Scan the records below for lines with the word "dead", then state how many you find and nothing else.

━━ SUPPLIED DATA ━━

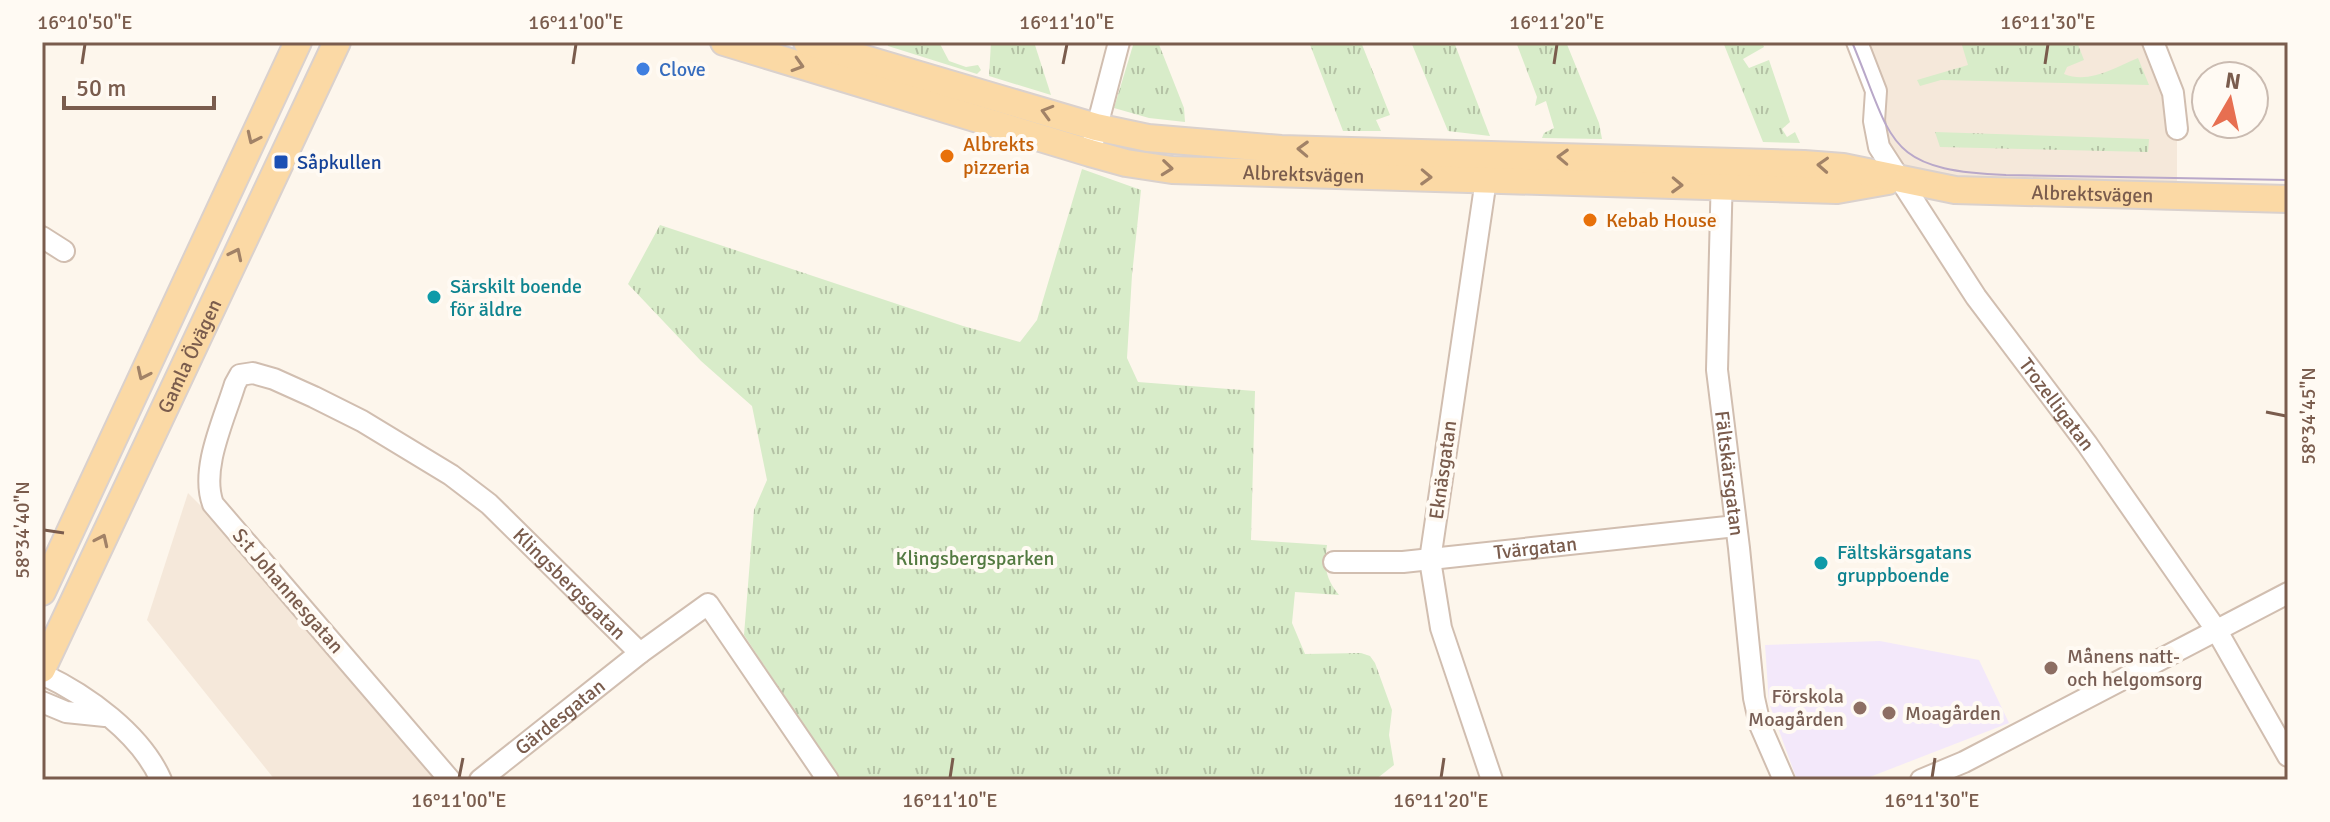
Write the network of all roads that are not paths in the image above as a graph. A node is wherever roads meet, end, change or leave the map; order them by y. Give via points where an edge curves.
1 (298, 42) edge
2 (337, 42) edge
3 (724, 42) edge
4 (807, 42) edge
5 (1119, 42) edge
6 (1857, 42) edge
7 (2153, 42) edge
8 (1096, 127) junction
9 (2177, 129) dead end
10 (1090, 153) junction
11 (1488, 167) junction
12 (1722, 174) junction
13 (1900, 179) junction
14 (2288, 199) edge
15 (42, 237) edge
16 (64, 251) dead end
17 (240, 375) joint
18 (1736, 526) junction
19 (1430, 560) junction
20 (1334, 562) dead end
21 (42, 592) edge
22 (2288, 593) edge
23 (2217, 631) junction
24 (640, 653) junction
25 (42, 671) edge
26 (42, 702) edge
27 (105, 716) junction
28 (2288, 756) edge
29 (1968, 771) edge
30 (161, 780) edge
31 (450, 780) edge
32 (480, 780) edge
33 (828, 780) edge
34 (1492, 780) edge
35 (1784, 780) edge
36 (1921, 780) edge

1 -> 21 main road, Gamla Övägen
25 -> 2 main road, Gamla Övägen
3 -> 10 main road, Albrektsvägen
8 -> 4 main road, Albrektsvägen
5 - 8 street
6 - 13 street, Trozelligatan via 1876,91 1879,147
7 - 9 street via 2173,93
8 - 10 street
11 -> 8 main road, Albrektsvägen via 1148,138
10 -> 11 main road, Albrektsvägen via 1172,170
11 - 12 main road, Albrektsvägen
11 - 19 street, Eknäsgatan
12 - 13 main road, Albrektsvägen via 1843,167
12 - 18 street, Fältskärsgatan via 1717,370
13 - 14 main road, Albrektsvägen via 1955,190
13 - 23 street, Trozelligatan via 1976,297
15 - 16 street
17 - 24 street, Klingsbergsgatan via 274,379 314,397 451,475 489,504
17 - 31 street, S:t Johannesgatan via 208,473 213,504
18 - 19 street, Tvärgatan
18 - 35 street, Fältskärsgatan via 1754,698
19 - 20 street, Tvärgatan
19 - 34 street, Eknäsgatan via 1441,628
22 - 23 street
23 - 28 street, Trozelligatan
23 - 29 street
24 - 32 street, Gärdesgatan
24 - 33 street, Klingsbergsgatan via 708,604
25 - 27 street
26 - 27 street via 66,712
27 - 30 street via 135,738
29 - 36 street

━━━

ANSWER AREA =>
3